There is no effective object theory whatsoever, in first-order (Henkin) semantics, that can achieve the restriction of full semantics. We have to make the restriction for full semantics at the metatheoretic level.

What is true is that, within each model of set theory, we have a "toy model" of full semantics: within a model $M$ of set theory, we can look at Henkin models for higher-order logic that appear to be full, from the viewpoint of $M$. We can use these "toy models" to understand how full semantics works. These "toy models" do help us understand just how strong second-order semantics are.

There is a vague analogy here with the fact that the intended model of ZFC consists of all sets, but no model in the usual first-order sense can contain all sets. So when we look at set models of ZFC, we get a sense of how the intended interpretation should work, but we don't actually see the intended interpretation. Similarly, if we try to formalize full semantics within a first-order set theory, we get a sense of how they work, but we can't capture their full strength.

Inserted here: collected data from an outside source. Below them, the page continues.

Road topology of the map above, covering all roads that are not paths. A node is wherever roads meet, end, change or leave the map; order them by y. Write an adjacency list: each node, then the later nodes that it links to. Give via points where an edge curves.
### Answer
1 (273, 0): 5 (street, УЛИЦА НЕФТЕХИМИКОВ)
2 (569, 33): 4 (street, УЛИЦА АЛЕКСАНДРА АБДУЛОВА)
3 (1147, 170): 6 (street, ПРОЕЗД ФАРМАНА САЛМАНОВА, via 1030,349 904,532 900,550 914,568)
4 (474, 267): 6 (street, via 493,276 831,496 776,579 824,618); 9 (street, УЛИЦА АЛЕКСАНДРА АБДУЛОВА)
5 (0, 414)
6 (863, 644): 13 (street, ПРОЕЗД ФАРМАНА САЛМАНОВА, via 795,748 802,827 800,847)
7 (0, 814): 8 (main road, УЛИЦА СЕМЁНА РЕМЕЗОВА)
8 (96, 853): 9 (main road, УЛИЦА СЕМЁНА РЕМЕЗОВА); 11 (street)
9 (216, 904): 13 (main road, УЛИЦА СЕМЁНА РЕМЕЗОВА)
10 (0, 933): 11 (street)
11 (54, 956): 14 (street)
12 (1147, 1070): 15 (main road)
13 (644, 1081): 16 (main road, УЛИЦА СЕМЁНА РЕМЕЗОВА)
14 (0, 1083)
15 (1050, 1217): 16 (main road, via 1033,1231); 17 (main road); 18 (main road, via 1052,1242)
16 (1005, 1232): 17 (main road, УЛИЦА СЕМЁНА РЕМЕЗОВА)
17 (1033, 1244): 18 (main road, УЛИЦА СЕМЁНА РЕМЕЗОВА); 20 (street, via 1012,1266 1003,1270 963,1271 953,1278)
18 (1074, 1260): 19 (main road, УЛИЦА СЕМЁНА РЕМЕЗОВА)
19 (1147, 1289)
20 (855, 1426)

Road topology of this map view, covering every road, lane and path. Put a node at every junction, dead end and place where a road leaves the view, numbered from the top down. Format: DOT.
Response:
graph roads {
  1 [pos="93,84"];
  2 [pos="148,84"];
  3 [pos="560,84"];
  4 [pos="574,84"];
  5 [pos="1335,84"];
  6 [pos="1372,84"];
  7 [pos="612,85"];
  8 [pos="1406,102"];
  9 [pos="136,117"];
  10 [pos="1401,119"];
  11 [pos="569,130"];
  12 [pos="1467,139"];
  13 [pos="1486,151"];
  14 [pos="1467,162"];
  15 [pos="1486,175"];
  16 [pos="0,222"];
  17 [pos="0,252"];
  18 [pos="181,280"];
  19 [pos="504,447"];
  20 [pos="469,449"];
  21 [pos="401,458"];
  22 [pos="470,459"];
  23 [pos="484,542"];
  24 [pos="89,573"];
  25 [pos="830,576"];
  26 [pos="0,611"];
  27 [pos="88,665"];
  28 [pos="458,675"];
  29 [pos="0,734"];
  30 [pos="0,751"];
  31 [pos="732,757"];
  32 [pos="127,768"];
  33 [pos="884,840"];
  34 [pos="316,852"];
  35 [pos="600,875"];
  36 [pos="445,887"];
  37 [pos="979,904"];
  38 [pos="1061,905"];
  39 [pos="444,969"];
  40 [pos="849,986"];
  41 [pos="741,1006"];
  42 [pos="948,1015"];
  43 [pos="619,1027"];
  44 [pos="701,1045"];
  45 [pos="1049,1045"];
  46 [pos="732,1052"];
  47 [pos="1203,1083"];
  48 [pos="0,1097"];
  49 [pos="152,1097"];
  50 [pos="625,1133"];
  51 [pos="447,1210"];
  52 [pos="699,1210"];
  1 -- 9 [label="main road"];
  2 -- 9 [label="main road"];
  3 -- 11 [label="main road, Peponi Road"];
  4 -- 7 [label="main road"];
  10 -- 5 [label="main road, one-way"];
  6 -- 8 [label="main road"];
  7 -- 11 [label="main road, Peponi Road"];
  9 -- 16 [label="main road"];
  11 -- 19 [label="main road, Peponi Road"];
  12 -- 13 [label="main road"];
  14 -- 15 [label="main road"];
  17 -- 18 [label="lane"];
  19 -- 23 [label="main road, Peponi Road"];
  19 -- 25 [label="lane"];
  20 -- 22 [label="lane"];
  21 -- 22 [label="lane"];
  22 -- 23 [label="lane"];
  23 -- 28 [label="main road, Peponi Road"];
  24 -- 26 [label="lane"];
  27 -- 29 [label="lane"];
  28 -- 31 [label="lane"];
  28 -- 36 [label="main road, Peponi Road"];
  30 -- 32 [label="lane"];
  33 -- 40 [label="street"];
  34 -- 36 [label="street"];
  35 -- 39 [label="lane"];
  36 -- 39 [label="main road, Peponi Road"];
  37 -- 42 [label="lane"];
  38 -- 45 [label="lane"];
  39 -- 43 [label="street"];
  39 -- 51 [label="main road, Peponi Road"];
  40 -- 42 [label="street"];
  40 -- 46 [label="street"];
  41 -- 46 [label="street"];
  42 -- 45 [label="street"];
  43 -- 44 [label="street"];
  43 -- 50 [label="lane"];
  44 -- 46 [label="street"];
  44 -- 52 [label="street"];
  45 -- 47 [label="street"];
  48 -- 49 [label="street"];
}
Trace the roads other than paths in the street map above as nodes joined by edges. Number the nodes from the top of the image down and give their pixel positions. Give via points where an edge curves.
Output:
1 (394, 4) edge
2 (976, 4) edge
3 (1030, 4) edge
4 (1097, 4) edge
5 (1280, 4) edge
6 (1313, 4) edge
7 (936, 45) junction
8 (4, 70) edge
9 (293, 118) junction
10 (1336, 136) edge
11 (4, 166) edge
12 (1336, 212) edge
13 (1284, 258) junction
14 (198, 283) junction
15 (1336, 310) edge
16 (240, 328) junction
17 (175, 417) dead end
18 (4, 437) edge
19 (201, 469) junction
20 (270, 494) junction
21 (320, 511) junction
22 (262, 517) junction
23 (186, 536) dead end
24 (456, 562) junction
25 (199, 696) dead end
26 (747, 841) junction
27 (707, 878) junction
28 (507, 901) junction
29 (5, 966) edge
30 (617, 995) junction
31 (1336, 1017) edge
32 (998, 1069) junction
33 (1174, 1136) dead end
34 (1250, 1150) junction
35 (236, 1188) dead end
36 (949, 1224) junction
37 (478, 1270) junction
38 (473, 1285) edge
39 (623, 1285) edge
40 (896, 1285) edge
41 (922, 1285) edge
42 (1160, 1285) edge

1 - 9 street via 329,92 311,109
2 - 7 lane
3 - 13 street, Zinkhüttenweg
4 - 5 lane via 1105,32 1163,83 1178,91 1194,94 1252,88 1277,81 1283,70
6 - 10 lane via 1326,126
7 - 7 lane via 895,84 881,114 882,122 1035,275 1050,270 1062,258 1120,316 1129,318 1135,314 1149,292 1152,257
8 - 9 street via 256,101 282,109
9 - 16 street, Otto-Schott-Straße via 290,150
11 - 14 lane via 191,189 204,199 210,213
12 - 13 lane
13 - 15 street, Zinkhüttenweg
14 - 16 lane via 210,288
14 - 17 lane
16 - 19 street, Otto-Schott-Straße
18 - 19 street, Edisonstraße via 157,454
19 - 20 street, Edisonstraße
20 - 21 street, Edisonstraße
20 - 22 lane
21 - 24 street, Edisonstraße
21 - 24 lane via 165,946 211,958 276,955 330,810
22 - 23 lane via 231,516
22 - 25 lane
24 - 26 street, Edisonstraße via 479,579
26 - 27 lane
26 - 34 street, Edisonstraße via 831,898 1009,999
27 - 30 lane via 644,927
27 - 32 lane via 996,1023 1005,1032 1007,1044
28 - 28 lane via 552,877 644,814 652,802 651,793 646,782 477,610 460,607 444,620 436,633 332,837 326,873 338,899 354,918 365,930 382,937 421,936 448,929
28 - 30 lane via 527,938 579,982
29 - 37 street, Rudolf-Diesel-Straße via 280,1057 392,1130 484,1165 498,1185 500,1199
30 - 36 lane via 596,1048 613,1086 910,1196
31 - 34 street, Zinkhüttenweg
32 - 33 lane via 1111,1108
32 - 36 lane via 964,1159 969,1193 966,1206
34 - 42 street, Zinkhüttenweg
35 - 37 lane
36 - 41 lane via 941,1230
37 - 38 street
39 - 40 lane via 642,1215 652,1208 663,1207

The preceding paragraphs are written from what I view as the "classical" perspective on full semantics. Let me say, without taking a position, that there is another very tempting position for full semantics: that they are only defined relative to a given model of set theory. Thus, just as there are many models of set theory, there are many models of "full semantics". The benefit of this point of view is that it emphasizes more explicitly the assumptions about set existence that are presupposed by full semantics. But those who advocate the classical perspective might say that this other perspective misses the point, which is simply (from their POV) to require that the higher-order variables range over all objects of the appropriate sort.